Infatti, il nostro protagonista è un Pusher che ben presto si ritrova coperto di debiti.Nella prima parte c’è meno violenza ed è certamente un’opera più godibile e sembra quasi d’intrattenimento. Ma poi aumentano la violenza ed il sangue, il film diventa più morboso, così come il nostro protagonista che si ritrova ad essere più nervoso, più drogato ed anche più violento; tutto per via della sfortuna e dei debiti. In realtà, la differenza tra parti divertenti e realiste è testimoniata dal successo che ha avuto questa pellicola, successivamente ritenuta un cult de cinema underground.
C’e poca speranza in quest’opera, fino ad arrivare a quel finale beffardo, che toglie ogni dubbio, che mozza il fiato. Zoom sul volto di Frank beffato dalla sua ragazza; è un finale che veramente riesce a colpire etaglia l’ultimo filo di speranza tessuto nella scena precedente, in cui il boss Milo aveva accettato i suoi soldi e non ne aveva richiesti ulteriori, perdonando il resto non pagato da Frank.
Dunque, è un film che rispecchia la storia del suo personaggio principale, analogamente ad altri lungometraggi diretti da Refn. Per quanto strano può apparire, lo spettatore non si immedesima nella storia, è voluto dal regista che gira la totalità del film con la mdp a mano. Tutto per via della regia, che in questo film parla chiaramente.

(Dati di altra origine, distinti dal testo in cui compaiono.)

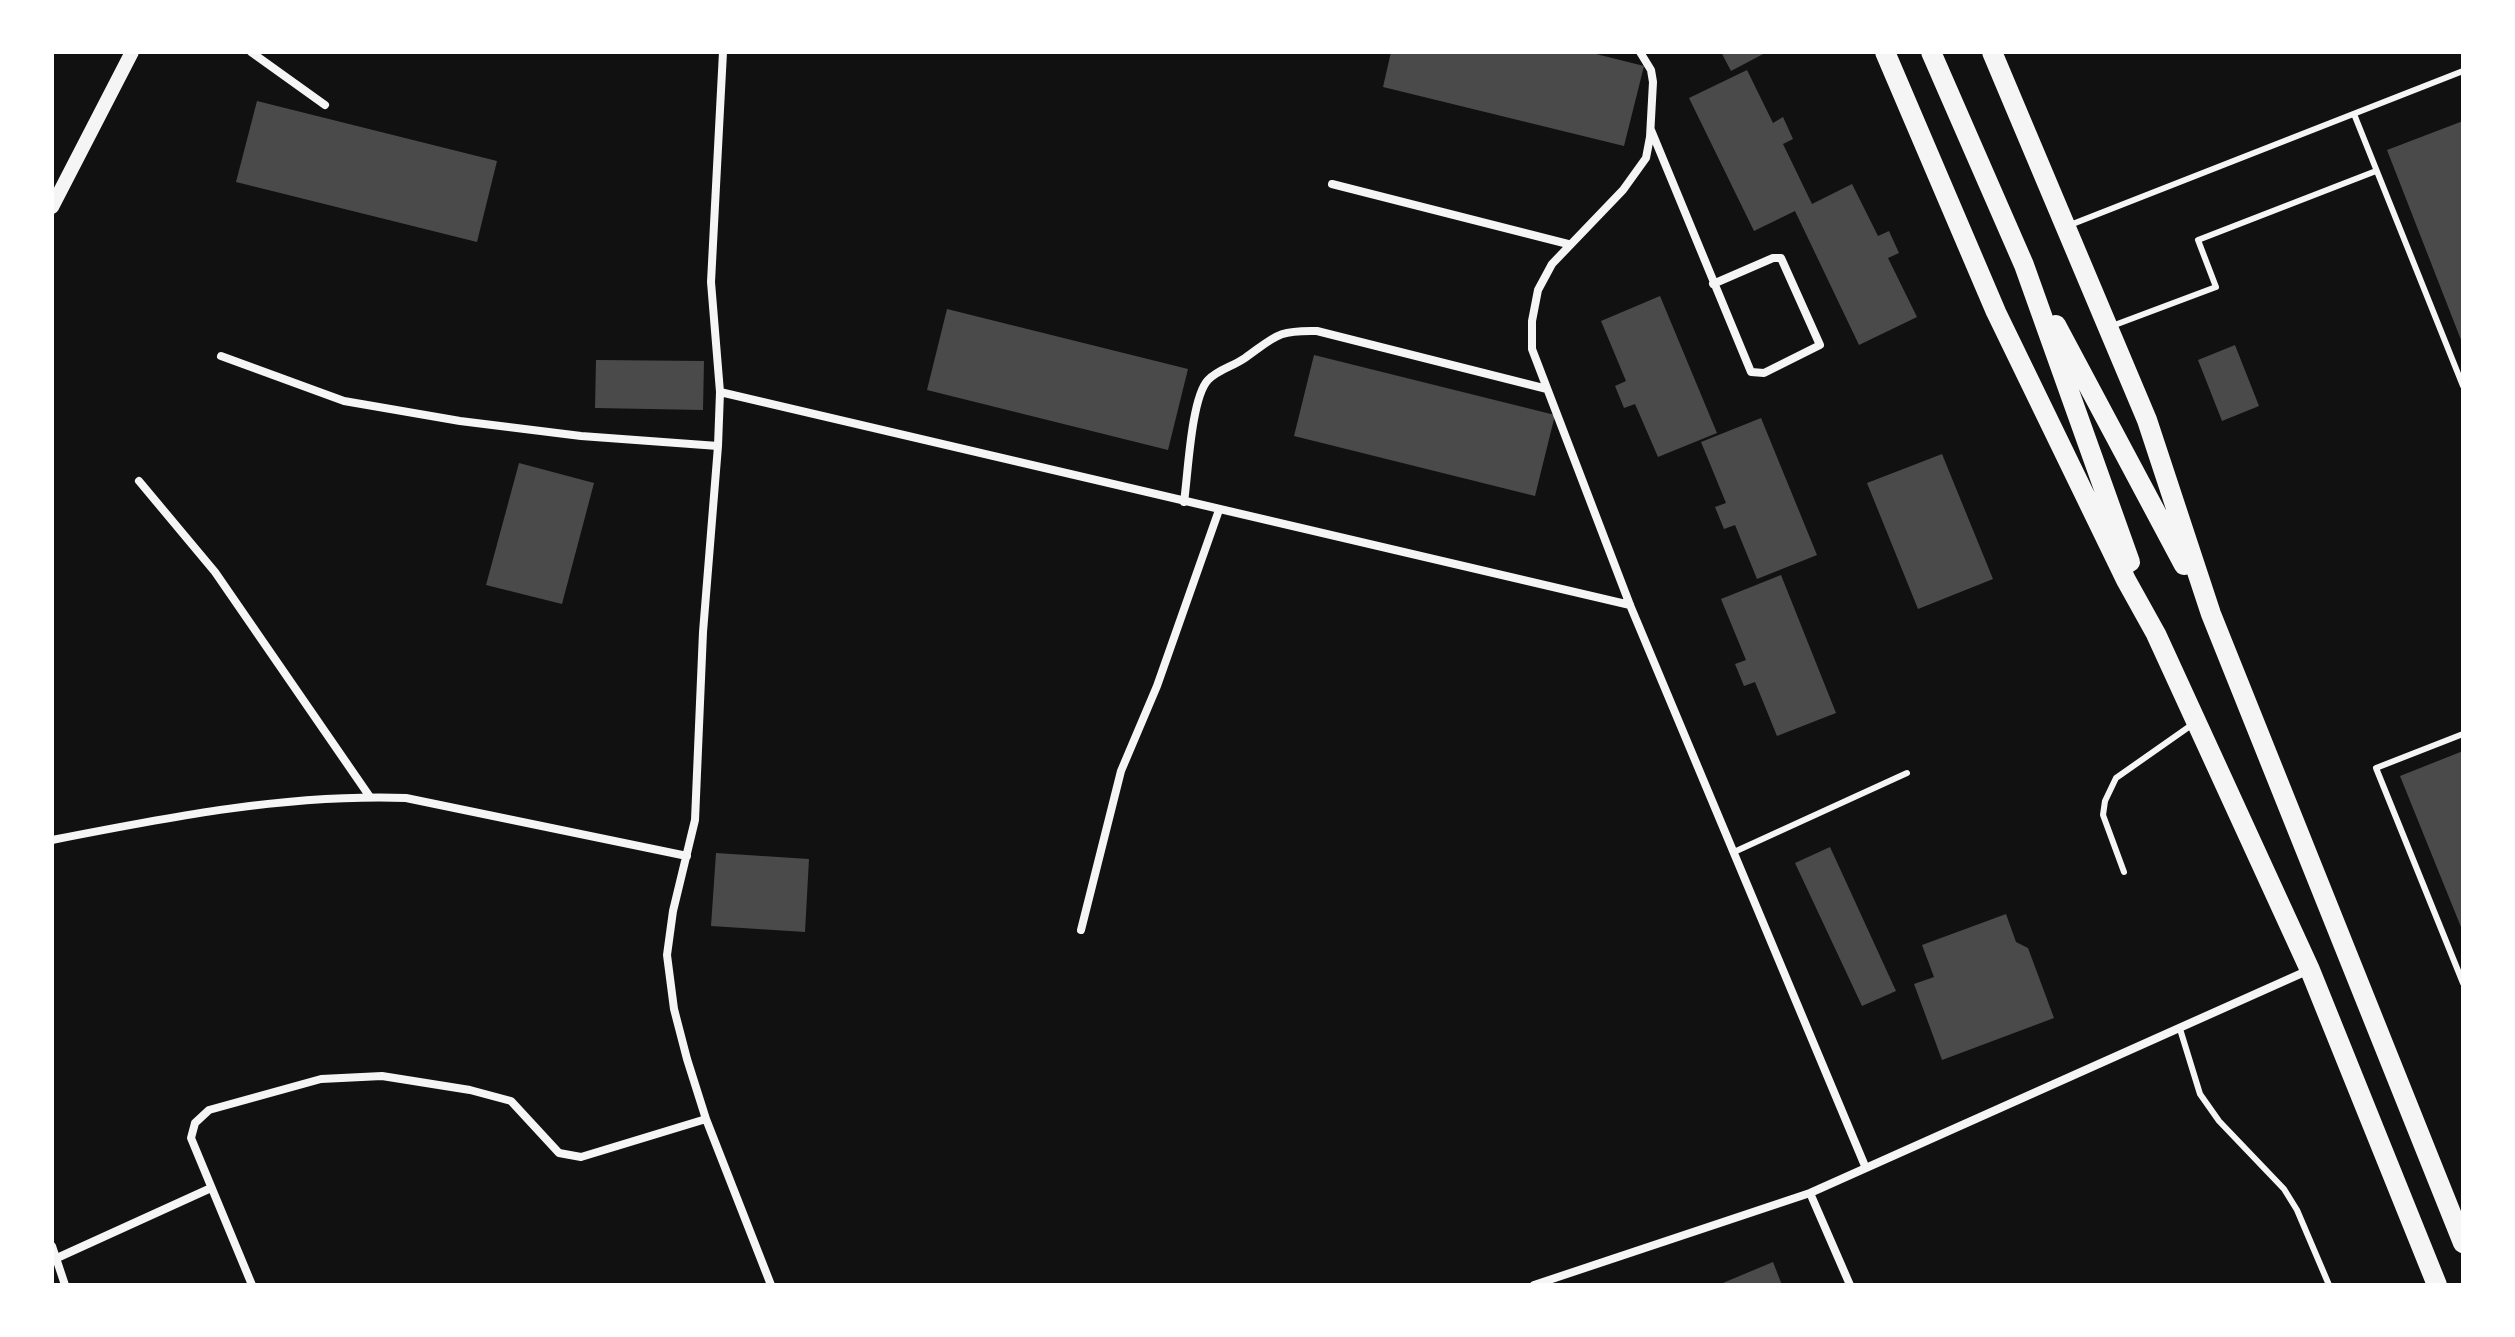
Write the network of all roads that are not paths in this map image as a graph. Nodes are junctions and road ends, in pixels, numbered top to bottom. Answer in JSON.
{"nodes":[{"id":1,"x":132,"y":52,"type":"edge"},
{"id":2,"x":251,"y":52,"type":"edge"},
{"id":3,"x":723,"y":52,"type":"edge"},
{"id":4,"x":1640,"y":52,"type":"edge"},
{"id":5,"x":1885,"y":52,"type":"edge"},
{"id":6,"x":1931,"y":52,"type":"edge"},
{"id":7,"x":1992,"y":52,"type":"edge"},
{"id":8,"x":2463,"y":71,"type":"edge"},
{"id":9,"x":325,"y":105,"type":"dead end"},
{"id":10,"x":2354,"y":114,"type":"junction"},
{"id":11,"x":1651,"y":129,"type":"junction"},
{"id":12,"x":2376,"y":171,"type":"junction"},
{"id":13,"x":1332,"y":184,"type":"dead end"},
{"id":14,"x":52,"y":207,"type":"edge"},
{"id":15,"x":2066,"y":227,"type":"junction"},
{"id":16,"x":1568,"y":244,"type":"junction"},
{"id":17,"x":2024,"y":265,"type":"junction"},
{"id":18,"x":1713,"y":284,"type":"junction"},
{"id":19,"x":2109,"y":327,"type":"junction"},
{"id":20,"x":221,"y":356,"type":"dead end"},
{"id":21,"x":2463,"y":386,"type":"edge"},
{"id":22,"x":1547,"y":389,"type":"junction"},
{"id":23,"x":720,"y":392,"type":"junction"},
{"id":24,"x":718,"y":446,"type":"junction"},
{"id":25,"x":139,"y":481,"type":"dead end"},
{"id":26,"x":1184,"y":502,"type":"junction"},
{"id":27,"x":1219,"y":510,"type":"junction"},
{"id":28,"x":1630,"y":605,"type":"junction"},
{"id":29,"x":2211,"y":614,"type":"junction"},
{"id":30,"x":2156,"y":634,"type":"junction"},
{"id":31,"x":2195,"y":722,"type":"junction"},
{"id":32,"x":2463,"y":734,"type":"edge"},
{"id":33,"x":1907,"y":773,"type":"dead end"},
{"id":34,"x":370,"y":797,"type":"junction"},
{"id":35,"x":52,"y":840,"type":"edge"},
{"id":36,"x":1734,"y":852,"type":"junction"},
{"id":37,"x":687,"y":856,"type":"junction"},
{"id":38,"x":2124,"y":872,"type":"dead end"},
{"id":39,"x":1081,"y":930,"type":"dead end"},
{"id":40,"x":2310,"y":970,"type":"junction"},
{"id":41,"x":2463,"y":983,"type":"edge"},
{"id":42,"x":2180,"y":1029,"type":"junction"},
{"id":43,"x":706,"y":1119,"type":"junction"},
{"id":44,"x":1865,"y":1166,"type":"junction"},
{"id":45,"x":211,"y":1188,"type":"junction"},
{"id":46,"x":1810,"y":1193,"type":"junction"},
{"id":47,"x":2463,"y":1243,"type":"edge"},
{"id":48,"x":52,"y":1246,"type":"edge"},
{"id":49,"x":57,"y":1258,"type":"junction"},
{"id":50,"x":65,"y":1285,"type":"edge"},
{"id":51,"x":252,"y":1285,"type":"edge"},
{"id":52,"x":771,"y":1285,"type":"edge"},
{"id":53,"x":1534,"y":1285,"type":"edge"},
{"id":54,"x":1850,"y":1285,"type":"edge"},
{"id":55,"x":2329,"y":1285,"type":"edge"},
{"id":56,"x":2437,"y":1285,"type":"edge"}],
"edges":[{"from":1,"to":14,"type":"street"},
{"from":2,"to":9,"type":"street"},
{"from":3,"to":23,"type":"street"},
{"from":4,"to":11,"type":"street"},
{"from":5,"to":30,"type":"main road"},
{"from":6,"to":17,"type":"main road"},
{"from":7,"to":15,"type":"main road"},
{"from":8,"to":10,"type":"lane"},
{"from":10,"to":12,"type":"lane"},
{"from":10,"to":15,"type":"lane"},
{"from":11,"to":16,"type":"street"},
{"from":11,"to":18,"type":"street"},
{"from":12,"to":19,"type":"lane"},
{"from":12,"to":21,"type":"lane"},
{"from":13,"to":16,"type":"street"},
{"from":15,"to":19,"type":"main road"},
{"from":16,"to":22,"type":"street"},
{"from":17,"to":29,"type":"main road"},
{"from":17,"to":30,"type":"main road"},
{"from":18,"to":18,"type":"street"},
{"from":19,"to":29,"type":"main road"},
{"from":20,"to":24,"type":"street"},
{"from":22,"to":26,"type":"street"},
{"from":22,"to":28,"type":"street"},
{"from":23,"to":24,"type":"street"},
{"from":23,"to":26,"type":"street"},
{"from":24,"to":37,"type":"street"},
{"from":25,"to":34,"type":"street"},
{"from":26,"to":27,"type":"street"},
{"from":27,"to":28,"type":"street"},
{"from":27,"to":39,"type":"street"},
{"from":28,"to":36,"type":"street"},
{"from":29,"to":47,"type":"main road"},
{"from":30,"to":31,"type":"main road"},
{"from":31,"to":38,"type":"lane"},
{"from":31,"to":40,"type":"main road"},
{"from":32,"to":41,"type":"lane"},
{"from":33,"to":36,"type":"lane"},
{"from":34,"to":35,"type":"street"},
{"from":34,"to":37,"type":"street"},
{"from":36,"to":44,"type":"street"},
{"from":37,"to":43,"type":"street"},
{"from":40,"to":42,"type":"street"},
{"from":40,"to":56,"type":"main road"},
{"from":42,"to":44,"type":"street"},
{"from":42,"to":55,"type":"lane"},
{"from":43,"to":45,"type":"street"},
{"from":43,"to":52,"type":"street"},
{"from":44,"to":46,"type":"street"},
{"from":45,"to":49,"type":"street"},
{"from":45,"to":51,"type":"street"},
{"from":46,"to":53,"type":"street"},
{"from":46,"to":54,"type":"street"},
{"from":48,"to":49,"type":"street"},
{"from":49,"to":50,"type":"street"}]}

Frank non è l’unico personaggio da annotare, essendo il cast più scarno, i principali, seppur pochi, assumono maggior importanza. Tonny e Milo sono altri esempi da constatare.
Tonny, inizialmente, sembra quasi il protagonista della nostra storia: pervertito e drogato che collabora con Frank, per poi tradirlo, è da dire che Mikkelsen ha ben reso il personaggio.
Milo è colui a cui il protagonista deve dei soldi: lo chiama amico, ma si intuisce la sua crudeltà criptata, che poi emerge verso la fine del film.
Altri personaggi, blandamente caratterizzati, fanno da sfondo a questa storia, ma di analizzarli non vale la pena.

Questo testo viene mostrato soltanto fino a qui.